Data supplied:
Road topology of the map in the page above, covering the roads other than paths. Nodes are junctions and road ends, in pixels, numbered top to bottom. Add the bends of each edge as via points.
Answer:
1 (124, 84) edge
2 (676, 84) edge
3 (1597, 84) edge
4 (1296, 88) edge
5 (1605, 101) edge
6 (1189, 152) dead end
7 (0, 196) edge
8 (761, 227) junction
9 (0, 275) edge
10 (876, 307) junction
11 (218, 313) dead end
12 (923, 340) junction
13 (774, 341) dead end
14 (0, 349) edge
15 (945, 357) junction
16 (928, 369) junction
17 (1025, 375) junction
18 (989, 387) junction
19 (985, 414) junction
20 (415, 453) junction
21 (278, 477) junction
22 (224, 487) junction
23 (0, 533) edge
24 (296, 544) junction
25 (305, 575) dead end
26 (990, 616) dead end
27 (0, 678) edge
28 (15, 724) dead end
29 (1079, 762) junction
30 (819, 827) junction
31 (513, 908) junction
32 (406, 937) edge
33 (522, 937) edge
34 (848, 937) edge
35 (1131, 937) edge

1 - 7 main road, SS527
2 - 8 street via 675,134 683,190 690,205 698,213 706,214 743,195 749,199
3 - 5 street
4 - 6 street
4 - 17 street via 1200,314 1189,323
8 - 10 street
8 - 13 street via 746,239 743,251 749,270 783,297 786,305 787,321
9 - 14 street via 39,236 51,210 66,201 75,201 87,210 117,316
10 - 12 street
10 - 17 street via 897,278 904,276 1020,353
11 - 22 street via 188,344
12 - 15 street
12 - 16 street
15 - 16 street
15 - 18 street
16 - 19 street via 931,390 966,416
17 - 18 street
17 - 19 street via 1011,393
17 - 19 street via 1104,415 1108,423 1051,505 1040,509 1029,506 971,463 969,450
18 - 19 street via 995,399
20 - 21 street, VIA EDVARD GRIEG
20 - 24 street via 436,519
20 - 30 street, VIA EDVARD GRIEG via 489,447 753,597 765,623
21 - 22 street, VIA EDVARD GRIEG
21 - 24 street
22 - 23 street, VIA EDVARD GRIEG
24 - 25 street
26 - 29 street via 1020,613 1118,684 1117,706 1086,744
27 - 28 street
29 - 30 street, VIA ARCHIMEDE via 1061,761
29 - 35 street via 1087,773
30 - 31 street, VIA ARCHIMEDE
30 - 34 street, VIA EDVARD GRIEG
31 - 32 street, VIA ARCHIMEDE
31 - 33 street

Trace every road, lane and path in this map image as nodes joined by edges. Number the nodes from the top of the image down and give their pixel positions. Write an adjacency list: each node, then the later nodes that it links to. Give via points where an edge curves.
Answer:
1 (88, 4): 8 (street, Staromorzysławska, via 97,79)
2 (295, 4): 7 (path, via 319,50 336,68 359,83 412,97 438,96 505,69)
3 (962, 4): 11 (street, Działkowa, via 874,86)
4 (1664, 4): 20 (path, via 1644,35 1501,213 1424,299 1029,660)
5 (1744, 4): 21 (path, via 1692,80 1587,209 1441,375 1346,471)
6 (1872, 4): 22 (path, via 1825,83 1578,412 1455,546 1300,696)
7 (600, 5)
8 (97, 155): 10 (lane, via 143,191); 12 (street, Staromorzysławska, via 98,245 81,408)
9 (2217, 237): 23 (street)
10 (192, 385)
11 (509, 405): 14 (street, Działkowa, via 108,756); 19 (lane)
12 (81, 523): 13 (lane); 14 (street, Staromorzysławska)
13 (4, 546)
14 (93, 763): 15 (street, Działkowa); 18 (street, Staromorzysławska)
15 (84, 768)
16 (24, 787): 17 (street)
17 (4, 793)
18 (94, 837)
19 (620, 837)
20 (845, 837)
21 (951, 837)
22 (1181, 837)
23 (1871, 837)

What to do: Reproduce the listing above precisely.

Written solution:
Road topology of the map in the page above, covering the roads other than paths. Nodes are junctions and road ends, in pixels, numbered top to bottom. Add the bends of each edge as via points.
Answer:
1 (124, 84) edge
2 (676, 84) edge
3 (1597, 84) edge
4 (1296, 88) edge
5 (1605, 101) edge
6 (1189, 152) dead end
7 (0, 196) edge
8 (761, 227) junction
9 (0, 275) edge
10 (876, 307) junction
11 (218, 313) dead end
12 (923, 340) junction
13 (774, 341) dead end
14 (0, 349) edge
15 (945, 357) junction
16 (928, 369) junction
17 (1025, 375) junction
18 (989, 387) junction
19 (985, 414) junction
20 (415, 453) junction
21 (278, 477) junction
22 (224, 487) junction
23 (0, 533) edge
24 (296, 544) junction
25 (305, 575) dead end
26 (990, 616) dead end
27 (0, 678) edge
28 (15, 724) dead end
29 (1079, 762) junction
30 (819, 827) junction
31 (513, 908) junction
32 (406, 937) edge
33 (522, 937) edge
34 (848, 937) edge
35 (1131, 937) edge

1 - 7 main road, SS527
2 - 8 street via 675,134 683,190 690,205 698,213 706,214 743,195 749,199
3 - 5 street
4 - 6 street
4 - 17 street via 1200,314 1189,323
8 - 10 street
8 - 13 street via 746,239 743,251 749,270 783,297 786,305 787,321
9 - 14 street via 39,236 51,210 66,201 75,201 87,210 117,316
10 - 12 street
10 - 17 street via 897,278 904,276 1020,353
11 - 22 street via 188,344
12 - 15 street
12 - 16 street
15 - 16 street
15 - 18 street
16 - 19 street via 931,390 966,416
17 - 18 street
17 - 19 street via 1011,393
17 - 19 street via 1104,415 1108,423 1051,505 1040,509 1029,506 971,463 969,450
18 - 19 street via 995,399
20 - 21 street, VIA EDVARD GRIEG
20 - 24 street via 436,519
20 - 30 street, VIA EDVARD GRIEG via 489,447 753,597 765,623
21 - 22 street, VIA EDVARD GRIEG
21 - 24 street
22 - 23 street, VIA EDVARD GRIEG
24 - 25 street
26 - 29 street via 1020,613 1118,684 1117,706 1086,744
27 - 28 street
29 - 30 street, VIA ARCHIMEDE via 1061,761
29 - 35 street via 1087,773
30 - 31 street, VIA ARCHIMEDE
30 - 34 street, VIA EDVARD GRIEG
31 - 32 street, VIA ARCHIMEDE
31 - 33 street

Trace every road, lane and path in this map image as nodes joined by edges. Number the nodes from the top of the image down and give their pixel positions. Write an adjacency list: each node, then the later nodes that it links to. Give via points where an edge curves.
Answer:
1 (88, 4): 8 (street, Staromorzysławska, via 97,79)
2 (295, 4): 7 (path, via 319,50 336,68 359,83 412,97 438,96 505,69)
3 (962, 4): 11 (street, Działkowa, via 874,86)
4 (1664, 4): 20 (path, via 1644,35 1501,213 1424,299 1029,660)
5 (1744, 4): 21 (path, via 1692,80 1587,209 1441,375 1346,471)
6 (1872, 4): 22 (path, via 1825,83 1578,412 1455,546 1300,696)
7 (600, 5)
8 (97, 155): 10 (lane, via 143,191); 12 (street, Staromorzysławska, via 98,245 81,408)
9 (2217, 237): 23 (street)
10 (192, 385)
11 (509, 405): 14 (street, Działkowa, via 108,756); 19 (lane)
12 (81, 523): 13 (lane); 14 (street, Staromorzysławska)
13 (4, 546)
14 (93, 763): 15 (street, Działkowa); 18 (street, Staromorzysławska)
15 (84, 768)
16 (24, 787): 17 (street)
17 (4, 793)
18 (94, 837)
19 (620, 837)
20 (845, 837)
21 (951, 837)
22 (1181, 837)
23 (1871, 837)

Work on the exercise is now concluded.